**YOUR ASSIGNMENT**
Please repeat the records below exactly, skipping any pictures.

**MATERIAL FOR THIS EXERCISE**
= = = = =

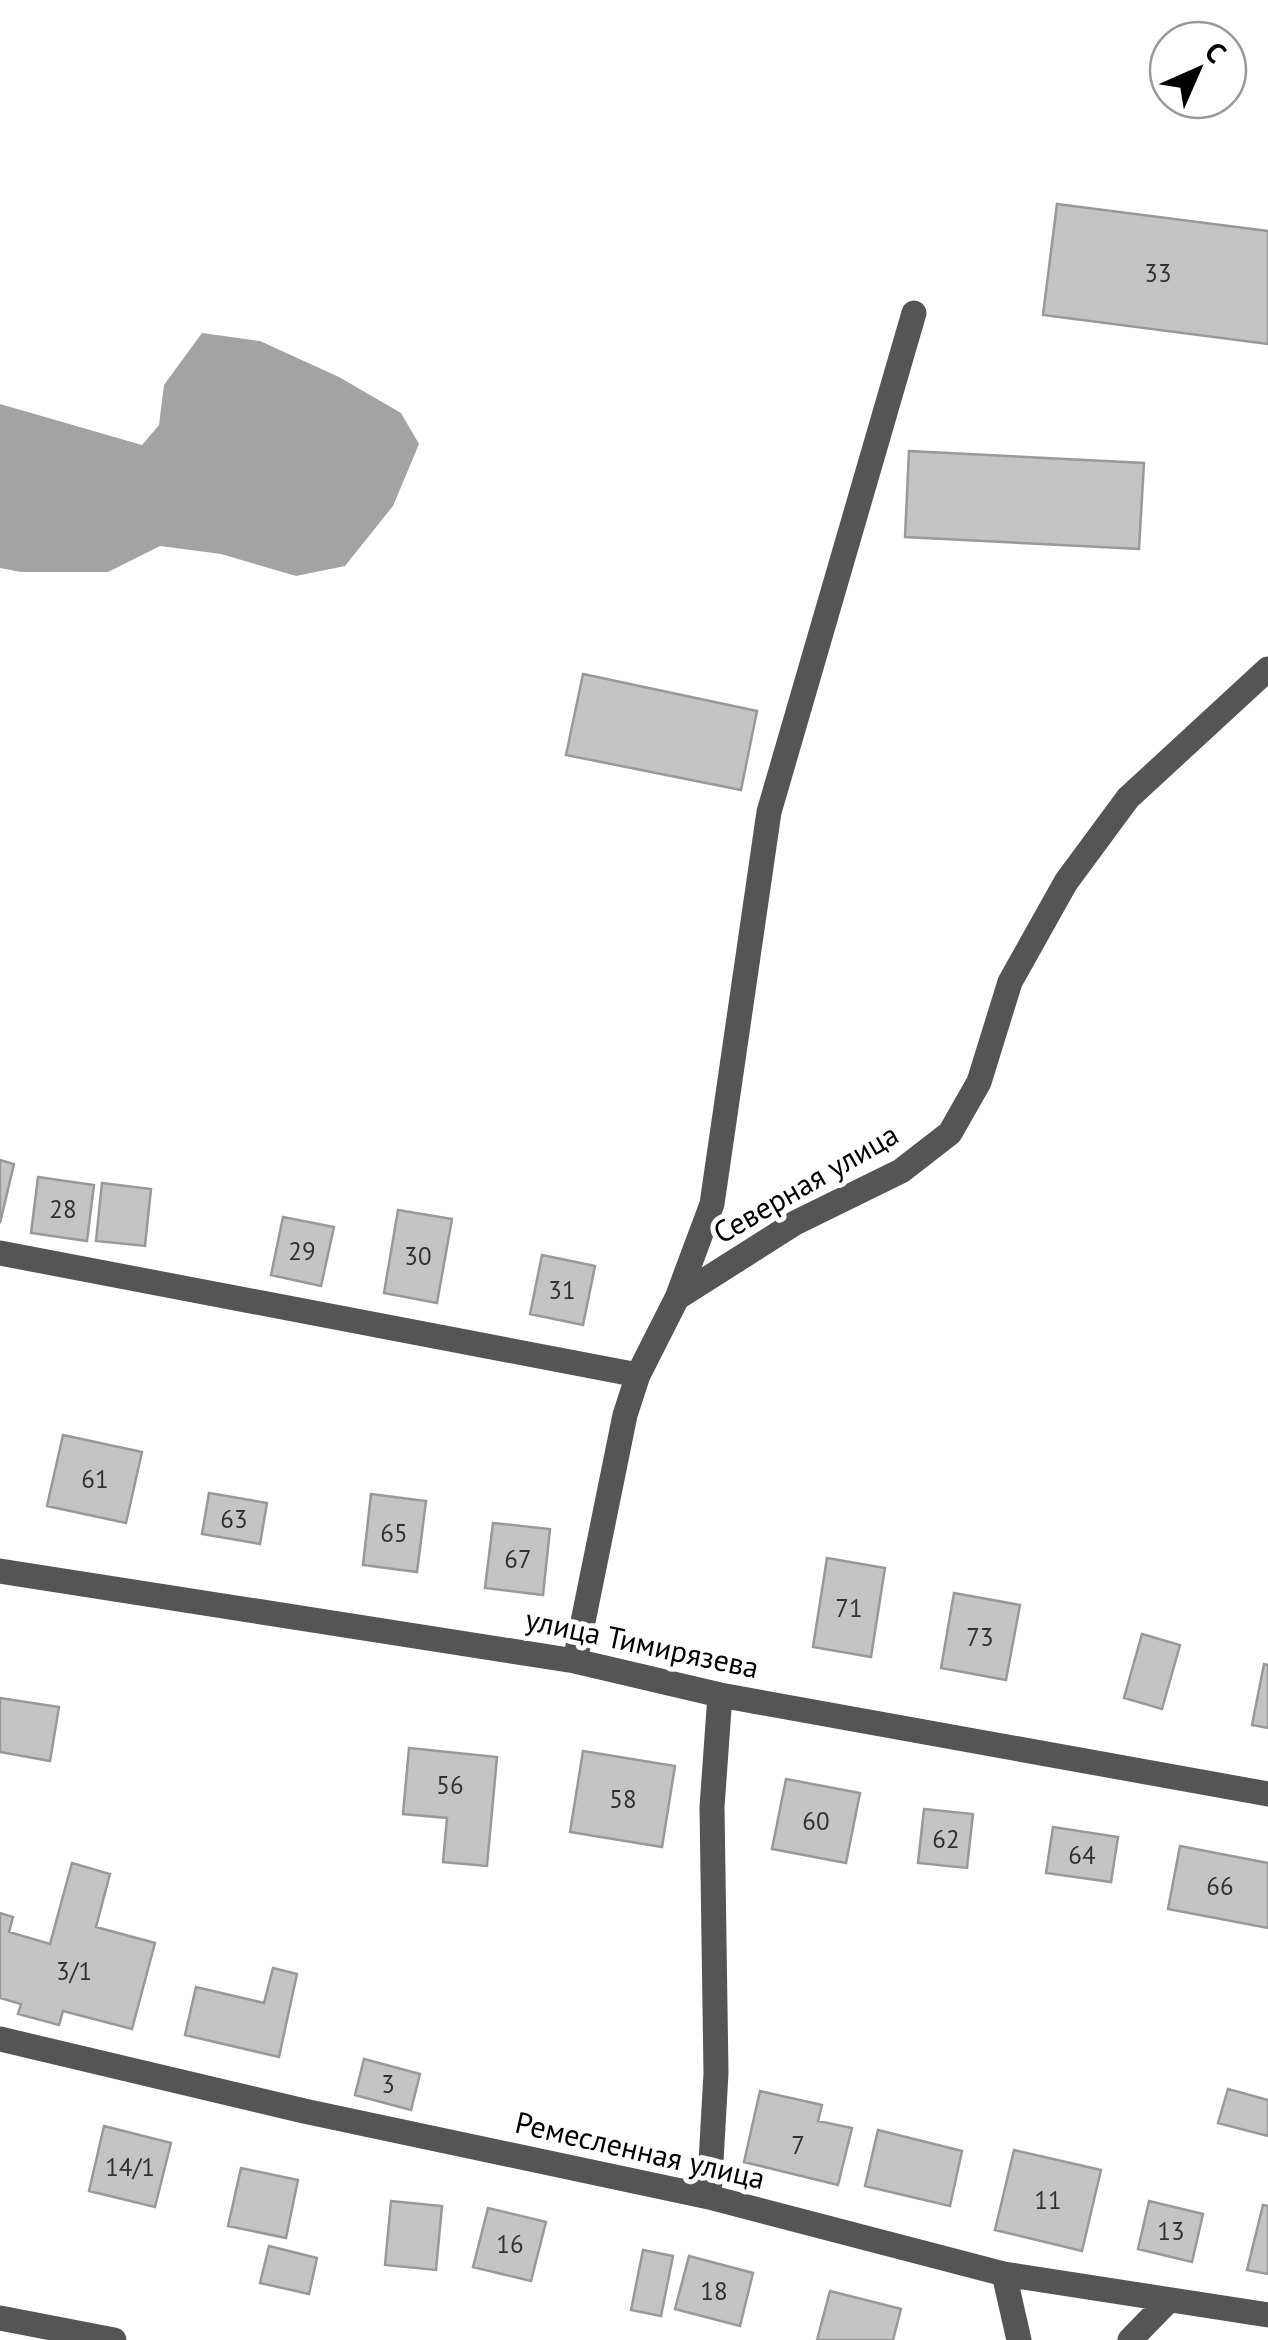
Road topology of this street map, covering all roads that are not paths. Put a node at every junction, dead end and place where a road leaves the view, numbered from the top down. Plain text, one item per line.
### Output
1 (914, 313) dead end
2 (1268, 668) edge
3 (0, 1253) edge
4 (677, 1298) junction
5 (638, 1374) junction
6 (0, 1571) edge
7 (575, 1660) junction
8 (720, 1694) junction
9 (1268, 1794) edge
10 (0, 2039) edge
11 (709, 2197) junction
12 (1004, 2274) junction
13 (1169, 2300) junction
14 (1268, 2315) edge
15 (0, 2318) edge
16 (114, 2340) edge
17 (1019, 2340) edge
18 (1130, 2340) edge

1 - 4 street
2 - 4 street, Северная улица
3 - 5 street
4 - 5 street
5 - 7 street
6 - 7 street, улица Тимирязева
7 - 8 street, улица Тимирязева
8 - 9 street, улица Тимирязева
8 - 11 street
10 - 11 street, Ремесленная улица
11 - 12 street, Ремесленная улица
12 - 13 street, Ремесленная улица
12 - 17 street
13 - 14 street, Ремесленная улица
13 - 18 street
15 - 16 street

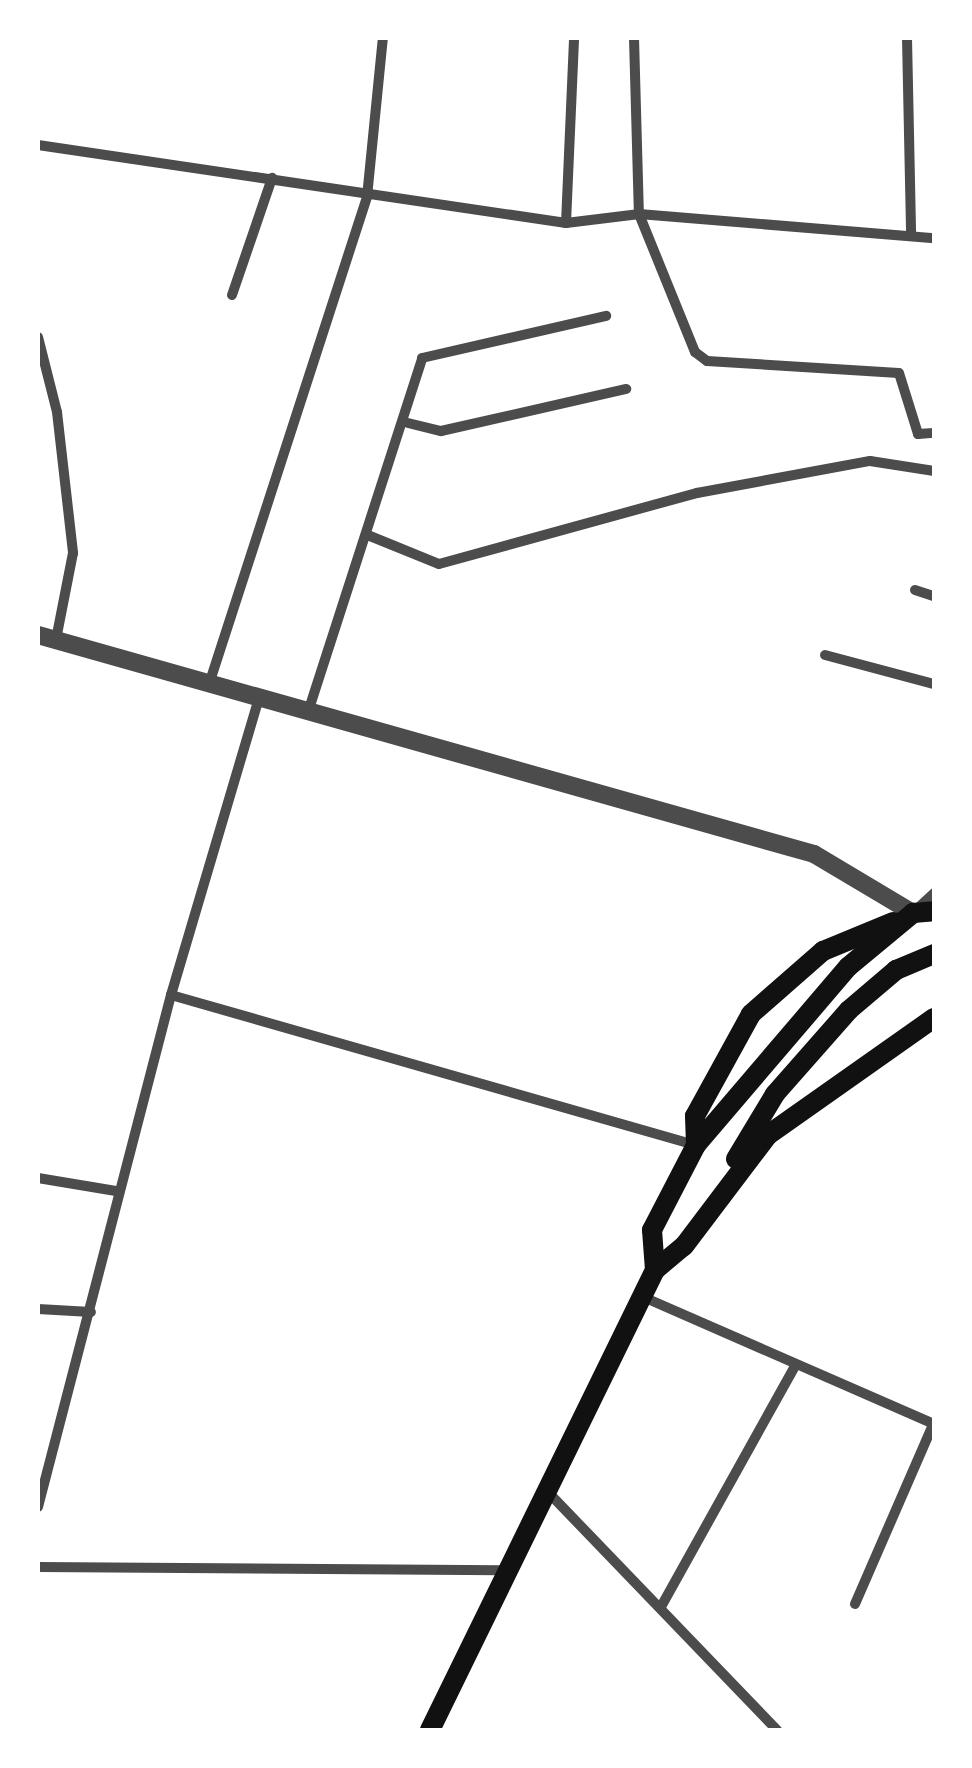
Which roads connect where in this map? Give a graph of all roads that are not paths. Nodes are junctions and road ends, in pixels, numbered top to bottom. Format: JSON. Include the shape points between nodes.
{"nodes":[{"id":1,"x":382,"y":38,"type":"edge"},
{"id":2,"x":574,"y":38,"type":"edge"},
{"id":3,"x":634,"y":38,"type":"edge"},
{"id":4,"x":908,"y":38,"type":"edge"},
{"id":5,"x":38,"y":145,"type":"edge"},
{"id":6,"x":272,"y":178,"type":"junction"},
{"id":7,"x":368,"y":197,"type":"junction"},
{"id":8,"x":640,"y":214,"type":"junction"},
{"id":9,"x":566,"y":224,"type":"junction"},
{"id":10,"x":911,"y":236,"type":"junction"},
{"id":11,"x":934,"y":238,"type":"edge"},
{"id":12,"x":232,"y":296,"type":"dead end"},
{"id":13,"x":606,"y":316,"type":"dead end"},
{"id":14,"x":38,"y":337,"type":"edge"},
{"id":15,"x":626,"y":389,"type":"dead end"},
{"id":16,"x":408,"y":423,"type":"junction"},
{"id":17,"x":934,"y":433,"type":"edge"},
{"id":18,"x":934,"y":471,"type":"edge"},
{"id":19,"x":370,"y":536,"type":"junction"},
{"id":20,"x":916,"y":590,"type":"dead end"},
{"id":21,"x":934,"y":596,"type":"edge"},
{"id":22,"x":47,"y":638,"type":"edge"},
{"id":23,"x":826,"y":654,"type":"dead end"},
{"id":24,"x":211,"y":678,"type":"junction"},
{"id":25,"x":934,"y":684,"type":"edge"},
{"id":26,"x":260,"y":695,"type":"junction"},
{"id":27,"x":308,"y":712,"type":"junction"},
{"id":28,"x":934,"y":893,"type":"edge"},
{"id":29,"x":924,"y":912,"type":"edge"},
{"id":30,"x":934,"y":954,"type":"edge"},
{"id":31,"x":171,"y":995,"type":"junction"},
{"id":32,"x":934,"y":1018,"type":"edge"},
{"id":33,"x":785,"y":1037,"type":"junction"},
{"id":34,"x":822,"y":1040,"type":"junction"},
{"id":35,"x":696,"y":1145,"type":"junction"},
{"id":36,"x":38,"y":1178,"type":"edge"},
{"id":37,"x":725,"y":1184,"type":"junction"},
{"id":38,"x":116,"y":1192,"type":"junction"},
{"id":39,"x":655,"y":1270,"type":"junction"},
{"id":40,"x":640,"y":1296,"type":"junction"},
{"id":41,"x":38,"y":1309,"type":"edge"},
{"id":42,"x":91,"y":1312,"type":"junction"},
{"id":43,"x":794,"y":1368,"type":"junction"},
{"id":44,"x":934,"y":1423,"type":"edge"},
{"id":45,"x":543,"y":1487,"type":"junction"},
{"id":46,"x":38,"y":1507,"type":"edge"},
{"id":47,"x":38,"y":1567,"type":"edge"},
{"id":48,"x":502,"y":1570,"type":"junction"},
{"id":49,"x":662,"y":1604,"type":"junction"},
{"id":50,"x":855,"y":1604,"type":"dead end"},
{"id":51,"x":430,"y":1730,"type":"edge"},
{"id":52,"x":777,"y":1730,"type":"edge"}],
"edges":[{"from":1,"to":7,"type":"street"},
{"from":2,"to":9,"type":"street"},
{"from":3,"to":8,"type":"street"},
{"from":4,"to":10,"type":"street"},
{"from":5,"to":6,"type":"street"},
{"from":6,"to":7,"type":"street"},
{"from":6,"to":12,"type":"street"},
{"from":7,"to":9,"type":"street"},
{"from":7,"to":24,"type":"street"},
{"from":8,"to":9,"type":"street"},
{"from":8,"to":10,"type":"street"},
{"from":8,"to":17,"type":"street","via":[[695,352],[707,360],[899,373],[918,434]]},
{"from":10,"to":11,"type":"street"},
{"from":13,"to":16,"type":"street","via":[[422,358]]},
{"from":14,"to":22,"type":"street","via":[[57,412],[73,554]]},
{"from":15,"to":16,"type":"street","via":[[441,432]]},
{"from":16,"to":19,"type":"street"},
{"from":18,"to":19,"type":"street","via":[[870,461],[716,490],[439,564]]},
{"from":19,"to":27,"type":"street"},
{"from":20,"to":21,"type":"street"},
{"from":22,"to":24,"type":"street"},
{"from":23,"to":25,"type":"street"},
{"from":24,"to":26,"type":"street"},
{"from":26,"to":27,"type":"street"},
{"from":26,"to":31,"type":"street"},
{"from":27,"to":29,"type":"street","via":[[814,854]]},
{"from":28,"to":29,"type":"street"},
{"from":29,"to":33,"type":"main road"},
{"from":29,"to":35,"type":"main road","via":[[822,951],[750,1014],[695,1116]]},
{"from":30,"to":34,"type":"main road","via":[[872,987]]},
{"from":31,"to":35,"type":"street"},
{"from":31,"to":38,"type":"street"},
{"from":32,"to":37,"type":"main road","via":[[807,1101]]},
{"from":33,"to":34,"type":"main road","via":[[816,1024]]},
{"from":33,"to":35,"type":"main road"},
{"from":34,"to":37,"type":"main road","via":[[775,1094]]},
{"from":35,"to":39,"type":"main road","via":[[652,1230]]},
{"from":36,"to":38,"type":"street"},
{"from":37,"to":39,"type":"main road","via":[[684,1246]]},
{"from":38,"to":42,"type":"street"},
{"from":39,"to":40,"type":"main road"},
{"from":40,"to":43,"type":"street"},
{"from":40,"to":45,"type":"main road"},
{"from":41,"to":42,"type":"street"},
{"from":42,"to":46,"type":"street"},
{"from":43,"to":44,"type":"street"},
{"from":43,"to":49,"type":"street"},
{"from":44,"to":50,"type":"street"},
{"from":45,"to":48,"type":"main road"},
{"from":45,"to":49,"type":"street"},
{"from":47,"to":48,"type":"street"},
{"from":48,"to":51,"type":"main road"},
{"from":49,"to":52,"type":"street"}]}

= = = = =

**REPLY TO THE TASK**
Road topology of this street map, covering all roads that are not paths. Put a node at every junction, dead end and place where a road leaves the view, numbered from the top down. Plain text, one item per line.
### Output
1 (914, 313) dead end
2 (1268, 668) edge
3 (0, 1253) edge
4 (677, 1298) junction
5 (638, 1374) junction
6 (0, 1571) edge
7 (575, 1660) junction
8 (720, 1694) junction
9 (1268, 1794) edge
10 (0, 2039) edge
11 (709, 2197) junction
12 (1004, 2274) junction
13 (1169, 2300) junction
14 (1268, 2315) edge
15 (0, 2318) edge
16 (114, 2340) edge
17 (1019, 2340) edge
18 (1130, 2340) edge

1 - 4 street
2 - 4 street, Северная улица
3 - 5 street
4 - 5 street
5 - 7 street
6 - 7 street, улица Тимирязева
7 - 8 street, улица Тимирязева
8 - 9 street, улица Тимирязева
8 - 11 street
10 - 11 street, Ремесленная улица
11 - 12 street, Ремесленная улица
12 - 13 street, Ремесленная улица
12 - 17 street
13 - 14 street, Ремесленная улица
13 - 18 street
15 - 16 street

Which roads connect where in this map? Give a graph of all roads that are not paths. Nodes are junctions and road ends, in pixels, numbered top to bottom. Format: JSON. Include the shape points between nodes.
{"nodes":[{"id":1,"x":382,"y":38,"type":"edge"},
{"id":2,"x":574,"y":38,"type":"edge"},
{"id":3,"x":634,"y":38,"type":"edge"},
{"id":4,"x":908,"y":38,"type":"edge"},
{"id":5,"x":38,"y":145,"type":"edge"},
{"id":6,"x":272,"y":178,"type":"junction"},
{"id":7,"x":368,"y":197,"type":"junction"},
{"id":8,"x":640,"y":214,"type":"junction"},
{"id":9,"x":566,"y":224,"type":"junction"},
{"id":10,"x":911,"y":236,"type":"junction"},
{"id":11,"x":934,"y":238,"type":"edge"},
{"id":12,"x":232,"y":296,"type":"dead end"},
{"id":13,"x":606,"y":316,"type":"dead end"},
{"id":14,"x":38,"y":337,"type":"edge"},
{"id":15,"x":626,"y":389,"type":"dead end"},
{"id":16,"x":408,"y":423,"type":"junction"},
{"id":17,"x":934,"y":433,"type":"edge"},
{"id":18,"x":934,"y":471,"type":"edge"},
{"id":19,"x":370,"y":536,"type":"junction"},
{"id":20,"x":916,"y":590,"type":"dead end"},
{"id":21,"x":934,"y":596,"type":"edge"},
{"id":22,"x":47,"y":638,"type":"edge"},
{"id":23,"x":826,"y":654,"type":"dead end"},
{"id":24,"x":211,"y":678,"type":"junction"},
{"id":25,"x":934,"y":684,"type":"edge"},
{"id":26,"x":260,"y":695,"type":"junction"},
{"id":27,"x":308,"y":712,"type":"junction"},
{"id":28,"x":934,"y":893,"type":"edge"},
{"id":29,"x":924,"y":912,"type":"edge"},
{"id":30,"x":934,"y":954,"type":"edge"},
{"id":31,"x":171,"y":995,"type":"junction"},
{"id":32,"x":934,"y":1018,"type":"edge"},
{"id":33,"x":785,"y":1037,"type":"junction"},
{"id":34,"x":822,"y":1040,"type":"junction"},
{"id":35,"x":696,"y":1145,"type":"junction"},
{"id":36,"x":38,"y":1178,"type":"edge"},
{"id":37,"x":725,"y":1184,"type":"junction"},
{"id":38,"x":116,"y":1192,"type":"junction"},
{"id":39,"x":655,"y":1270,"type":"junction"},
{"id":40,"x":640,"y":1296,"type":"junction"},
{"id":41,"x":38,"y":1309,"type":"edge"},
{"id":42,"x":91,"y":1312,"type":"junction"},
{"id":43,"x":794,"y":1368,"type":"junction"},
{"id":44,"x":934,"y":1423,"type":"edge"},
{"id":45,"x":543,"y":1487,"type":"junction"},
{"id":46,"x":38,"y":1507,"type":"edge"},
{"id":47,"x":38,"y":1567,"type":"edge"},
{"id":48,"x":502,"y":1570,"type":"junction"},
{"id":49,"x":662,"y":1604,"type":"junction"},
{"id":50,"x":855,"y":1604,"type":"dead end"},
{"id":51,"x":430,"y":1730,"type":"edge"},
{"id":52,"x":777,"y":1730,"type":"edge"}],
"edges":[{"from":1,"to":7,"type":"street"},
{"from":2,"to":9,"type":"street"},
{"from":3,"to":8,"type":"street"},
{"from":4,"to":10,"type":"street"},
{"from":5,"to":6,"type":"street"},
{"from":6,"to":7,"type":"street"},
{"from":6,"to":12,"type":"street"},
{"from":7,"to":9,"type":"street"},
{"from":7,"to":24,"type":"street"},
{"from":8,"to":9,"type":"street"},
{"from":8,"to":10,"type":"street"},
{"from":8,"to":17,"type":"street","via":[[695,352],[707,360],[899,373],[918,434]]},
{"from":10,"to":11,"type":"street"},
{"from":13,"to":16,"type":"street","via":[[422,358]]},
{"from":14,"to":22,"type":"street","via":[[57,412],[73,554]]},
{"from":15,"to":16,"type":"street","via":[[441,432]]},
{"from":16,"to":19,"type":"street"},
{"from":18,"to":19,"type":"street","via":[[870,461],[716,490],[439,564]]},
{"from":19,"to":27,"type":"street"},
{"from":20,"to":21,"type":"street"},
{"from":22,"to":24,"type":"street"},
{"from":23,"to":25,"type":"street"},
{"from":24,"to":26,"type":"street"},
{"from":26,"to":27,"type":"street"},
{"from":26,"to":31,"type":"street"},
{"from":27,"to":29,"type":"street","via":[[814,854]]},
{"from":28,"to":29,"type":"street"},
{"from":29,"to":33,"type":"main road"},
{"from":29,"to":35,"type":"main road","via":[[822,951],[750,1014],[695,1116]]},
{"from":30,"to":34,"type":"main road","via":[[872,987]]},
{"from":31,"to":35,"type":"street"},
{"from":31,"to":38,"type":"street"},
{"from":32,"to":37,"type":"main road","via":[[807,1101]]},
{"from":33,"to":34,"type":"main road","via":[[816,1024]]},
{"from":33,"to":35,"type":"main road"},
{"from":34,"to":37,"type":"main road","via":[[775,1094]]},
{"from":35,"to":39,"type":"main road","via":[[652,1230]]},
{"from":36,"to":38,"type":"street"},
{"from":37,"to":39,"type":"main road","via":[[684,1246]]},
{"from":38,"to":42,"type":"street"},
{"from":39,"to":40,"type":"main road"},
{"from":40,"to":43,"type":"street"},
{"from":40,"to":45,"type":"main road"},
{"from":41,"to":42,"type":"street"},
{"from":42,"to":46,"type":"street"},
{"from":43,"to":44,"type":"street"},
{"from":43,"to":49,"type":"street"},
{"from":44,"to":50,"type":"street"},
{"from":45,"to":48,"type":"main road"},
{"from":45,"to":49,"type":"street"},
{"from":47,"to":48,"type":"street"},
{"from":48,"to":51,"type":"main road"},
{"from":49,"to":52,"type":"street"}]}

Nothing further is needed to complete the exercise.